Data supplied START

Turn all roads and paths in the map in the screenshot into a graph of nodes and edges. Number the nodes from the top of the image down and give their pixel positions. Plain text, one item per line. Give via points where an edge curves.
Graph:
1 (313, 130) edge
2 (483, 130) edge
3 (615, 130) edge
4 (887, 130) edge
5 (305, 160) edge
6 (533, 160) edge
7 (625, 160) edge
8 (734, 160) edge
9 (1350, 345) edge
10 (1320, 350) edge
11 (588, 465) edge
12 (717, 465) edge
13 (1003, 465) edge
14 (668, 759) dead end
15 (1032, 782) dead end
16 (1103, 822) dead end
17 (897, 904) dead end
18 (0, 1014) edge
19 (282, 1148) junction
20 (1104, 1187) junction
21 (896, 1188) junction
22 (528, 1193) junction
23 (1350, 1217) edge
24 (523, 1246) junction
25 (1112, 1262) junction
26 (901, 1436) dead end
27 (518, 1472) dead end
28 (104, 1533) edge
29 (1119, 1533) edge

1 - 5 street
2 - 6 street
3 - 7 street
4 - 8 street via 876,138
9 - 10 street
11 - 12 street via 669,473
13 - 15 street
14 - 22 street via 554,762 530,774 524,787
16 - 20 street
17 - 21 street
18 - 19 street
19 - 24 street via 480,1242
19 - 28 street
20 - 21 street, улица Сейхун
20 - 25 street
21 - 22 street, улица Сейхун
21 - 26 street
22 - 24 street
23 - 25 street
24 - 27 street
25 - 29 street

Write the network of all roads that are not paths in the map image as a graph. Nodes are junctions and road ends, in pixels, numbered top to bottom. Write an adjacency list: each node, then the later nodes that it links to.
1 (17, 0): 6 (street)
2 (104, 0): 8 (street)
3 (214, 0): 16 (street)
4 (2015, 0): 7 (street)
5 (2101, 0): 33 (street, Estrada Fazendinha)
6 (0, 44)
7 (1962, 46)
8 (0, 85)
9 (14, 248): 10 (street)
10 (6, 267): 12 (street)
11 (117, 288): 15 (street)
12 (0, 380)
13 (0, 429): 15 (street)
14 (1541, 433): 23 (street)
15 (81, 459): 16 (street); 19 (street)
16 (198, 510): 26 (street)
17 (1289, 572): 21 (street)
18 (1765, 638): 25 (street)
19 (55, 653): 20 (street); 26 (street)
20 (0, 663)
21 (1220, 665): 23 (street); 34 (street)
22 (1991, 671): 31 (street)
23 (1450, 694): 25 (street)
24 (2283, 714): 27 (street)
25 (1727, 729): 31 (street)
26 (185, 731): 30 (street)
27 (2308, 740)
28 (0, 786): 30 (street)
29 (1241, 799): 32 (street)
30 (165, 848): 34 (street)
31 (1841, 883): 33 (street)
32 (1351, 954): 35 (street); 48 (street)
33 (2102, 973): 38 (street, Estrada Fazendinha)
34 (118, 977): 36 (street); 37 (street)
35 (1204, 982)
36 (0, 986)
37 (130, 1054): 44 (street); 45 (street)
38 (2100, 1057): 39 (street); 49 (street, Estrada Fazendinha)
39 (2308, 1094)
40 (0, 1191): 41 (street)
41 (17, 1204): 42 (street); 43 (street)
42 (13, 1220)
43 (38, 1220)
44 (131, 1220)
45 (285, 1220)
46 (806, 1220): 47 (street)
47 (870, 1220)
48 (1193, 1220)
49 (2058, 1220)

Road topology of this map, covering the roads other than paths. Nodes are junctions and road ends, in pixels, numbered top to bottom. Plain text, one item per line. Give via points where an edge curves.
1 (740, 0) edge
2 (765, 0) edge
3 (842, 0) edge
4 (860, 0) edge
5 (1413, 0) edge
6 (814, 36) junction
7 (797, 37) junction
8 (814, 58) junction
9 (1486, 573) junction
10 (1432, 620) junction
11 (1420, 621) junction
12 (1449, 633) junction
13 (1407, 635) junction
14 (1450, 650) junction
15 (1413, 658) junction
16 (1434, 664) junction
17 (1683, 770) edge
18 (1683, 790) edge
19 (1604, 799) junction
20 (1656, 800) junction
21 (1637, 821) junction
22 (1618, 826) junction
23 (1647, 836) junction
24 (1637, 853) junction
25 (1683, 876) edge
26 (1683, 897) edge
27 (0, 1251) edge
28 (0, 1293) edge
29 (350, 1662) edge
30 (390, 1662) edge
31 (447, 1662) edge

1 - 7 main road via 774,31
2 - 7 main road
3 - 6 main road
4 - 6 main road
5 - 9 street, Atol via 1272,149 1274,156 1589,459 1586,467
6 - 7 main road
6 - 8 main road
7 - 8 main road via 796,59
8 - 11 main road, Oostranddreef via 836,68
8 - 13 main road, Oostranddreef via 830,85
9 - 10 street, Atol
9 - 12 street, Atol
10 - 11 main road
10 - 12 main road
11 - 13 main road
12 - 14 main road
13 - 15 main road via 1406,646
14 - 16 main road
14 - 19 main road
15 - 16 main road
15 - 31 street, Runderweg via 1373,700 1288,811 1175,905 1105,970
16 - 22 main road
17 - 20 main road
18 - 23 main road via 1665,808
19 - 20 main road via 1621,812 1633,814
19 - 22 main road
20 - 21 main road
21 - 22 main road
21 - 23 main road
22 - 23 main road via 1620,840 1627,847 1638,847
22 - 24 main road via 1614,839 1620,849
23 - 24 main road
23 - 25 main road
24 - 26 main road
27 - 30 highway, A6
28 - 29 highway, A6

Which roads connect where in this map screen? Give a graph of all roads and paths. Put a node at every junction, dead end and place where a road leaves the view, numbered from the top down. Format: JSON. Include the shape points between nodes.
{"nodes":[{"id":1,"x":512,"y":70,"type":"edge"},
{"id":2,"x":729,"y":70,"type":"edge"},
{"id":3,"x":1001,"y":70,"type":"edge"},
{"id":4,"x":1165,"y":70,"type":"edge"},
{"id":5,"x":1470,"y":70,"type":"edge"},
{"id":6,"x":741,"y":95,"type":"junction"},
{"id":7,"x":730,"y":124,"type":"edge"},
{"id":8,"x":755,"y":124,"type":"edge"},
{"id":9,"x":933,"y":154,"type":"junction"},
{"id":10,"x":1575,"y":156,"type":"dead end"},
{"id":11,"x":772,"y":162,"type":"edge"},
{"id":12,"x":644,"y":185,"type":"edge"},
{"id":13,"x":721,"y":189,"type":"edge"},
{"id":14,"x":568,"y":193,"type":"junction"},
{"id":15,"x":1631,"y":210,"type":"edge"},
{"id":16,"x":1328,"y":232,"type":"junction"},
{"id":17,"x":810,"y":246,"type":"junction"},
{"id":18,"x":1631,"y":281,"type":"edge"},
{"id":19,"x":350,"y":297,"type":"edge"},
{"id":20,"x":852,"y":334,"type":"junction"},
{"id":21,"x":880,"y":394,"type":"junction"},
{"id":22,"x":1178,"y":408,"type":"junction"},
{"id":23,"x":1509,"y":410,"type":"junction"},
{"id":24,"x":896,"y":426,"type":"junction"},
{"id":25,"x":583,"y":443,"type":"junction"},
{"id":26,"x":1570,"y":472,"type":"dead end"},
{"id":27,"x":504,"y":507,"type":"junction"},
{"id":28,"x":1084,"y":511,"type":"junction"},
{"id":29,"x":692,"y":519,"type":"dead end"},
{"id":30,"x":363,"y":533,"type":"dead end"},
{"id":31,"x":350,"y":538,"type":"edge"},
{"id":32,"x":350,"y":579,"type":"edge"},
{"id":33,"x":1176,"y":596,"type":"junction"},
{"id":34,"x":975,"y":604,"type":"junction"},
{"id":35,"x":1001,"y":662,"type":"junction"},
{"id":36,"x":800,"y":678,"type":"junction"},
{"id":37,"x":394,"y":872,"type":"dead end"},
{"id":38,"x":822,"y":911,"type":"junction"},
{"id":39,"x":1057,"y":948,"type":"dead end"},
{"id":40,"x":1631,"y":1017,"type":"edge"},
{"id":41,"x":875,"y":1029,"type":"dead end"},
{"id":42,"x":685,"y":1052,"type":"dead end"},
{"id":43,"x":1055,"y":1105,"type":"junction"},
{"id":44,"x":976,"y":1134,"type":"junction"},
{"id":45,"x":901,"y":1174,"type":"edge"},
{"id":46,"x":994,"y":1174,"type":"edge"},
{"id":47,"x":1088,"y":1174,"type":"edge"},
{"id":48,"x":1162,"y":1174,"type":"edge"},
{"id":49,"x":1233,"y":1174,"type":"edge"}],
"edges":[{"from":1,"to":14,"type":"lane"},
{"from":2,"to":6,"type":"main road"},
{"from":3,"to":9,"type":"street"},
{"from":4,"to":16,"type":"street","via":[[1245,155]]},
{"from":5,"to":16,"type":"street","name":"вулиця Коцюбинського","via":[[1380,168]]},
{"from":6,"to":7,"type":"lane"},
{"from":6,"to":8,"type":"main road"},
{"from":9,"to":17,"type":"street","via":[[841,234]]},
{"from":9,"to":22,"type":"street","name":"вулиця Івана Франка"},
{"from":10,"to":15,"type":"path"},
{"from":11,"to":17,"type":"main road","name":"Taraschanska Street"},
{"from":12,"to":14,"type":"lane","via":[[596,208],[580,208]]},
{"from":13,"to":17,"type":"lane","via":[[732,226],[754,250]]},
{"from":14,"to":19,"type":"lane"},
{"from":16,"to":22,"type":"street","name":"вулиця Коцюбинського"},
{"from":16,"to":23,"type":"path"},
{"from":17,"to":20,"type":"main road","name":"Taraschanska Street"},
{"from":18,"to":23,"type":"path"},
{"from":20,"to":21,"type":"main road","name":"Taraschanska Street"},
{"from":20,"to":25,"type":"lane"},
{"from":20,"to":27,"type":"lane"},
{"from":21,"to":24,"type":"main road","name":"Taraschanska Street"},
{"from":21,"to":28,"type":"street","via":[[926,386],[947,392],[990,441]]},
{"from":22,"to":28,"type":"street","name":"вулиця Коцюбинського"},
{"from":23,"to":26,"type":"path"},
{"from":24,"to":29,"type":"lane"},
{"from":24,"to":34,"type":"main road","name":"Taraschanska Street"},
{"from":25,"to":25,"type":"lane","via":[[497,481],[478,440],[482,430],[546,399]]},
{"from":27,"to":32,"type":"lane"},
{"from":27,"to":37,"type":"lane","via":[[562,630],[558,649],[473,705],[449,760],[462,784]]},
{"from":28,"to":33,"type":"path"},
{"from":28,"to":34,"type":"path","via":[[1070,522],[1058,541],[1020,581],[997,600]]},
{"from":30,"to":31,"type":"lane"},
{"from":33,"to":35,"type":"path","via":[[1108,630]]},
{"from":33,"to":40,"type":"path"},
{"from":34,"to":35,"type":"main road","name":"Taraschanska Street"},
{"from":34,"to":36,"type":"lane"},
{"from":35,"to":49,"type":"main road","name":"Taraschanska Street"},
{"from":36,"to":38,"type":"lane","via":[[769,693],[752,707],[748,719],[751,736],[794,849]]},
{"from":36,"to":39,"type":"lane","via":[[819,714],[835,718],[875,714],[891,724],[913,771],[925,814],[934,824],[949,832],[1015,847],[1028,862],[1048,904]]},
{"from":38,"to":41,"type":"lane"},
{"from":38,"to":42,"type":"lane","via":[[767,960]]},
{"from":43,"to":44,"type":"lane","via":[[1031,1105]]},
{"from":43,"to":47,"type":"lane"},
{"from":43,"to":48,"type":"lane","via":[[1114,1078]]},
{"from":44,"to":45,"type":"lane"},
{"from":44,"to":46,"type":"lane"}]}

Data supplied END

What you will do:
Each line of the data in which the string "this" appears needs to be copied.

Completed task:
Road topology of this map, covering the roads other than paths. Nodes are junctions and road ends, in pixels, numbered top to bottom. Plain text, one item per line. Give via points where an edge curves.
Which roads connect where in this map screen? Give a graph of all roads and paths. Put a node at every junction, dead end and place where a road leaves the view, numbered from the top down. Format: JSON. Include the shape points between nodes.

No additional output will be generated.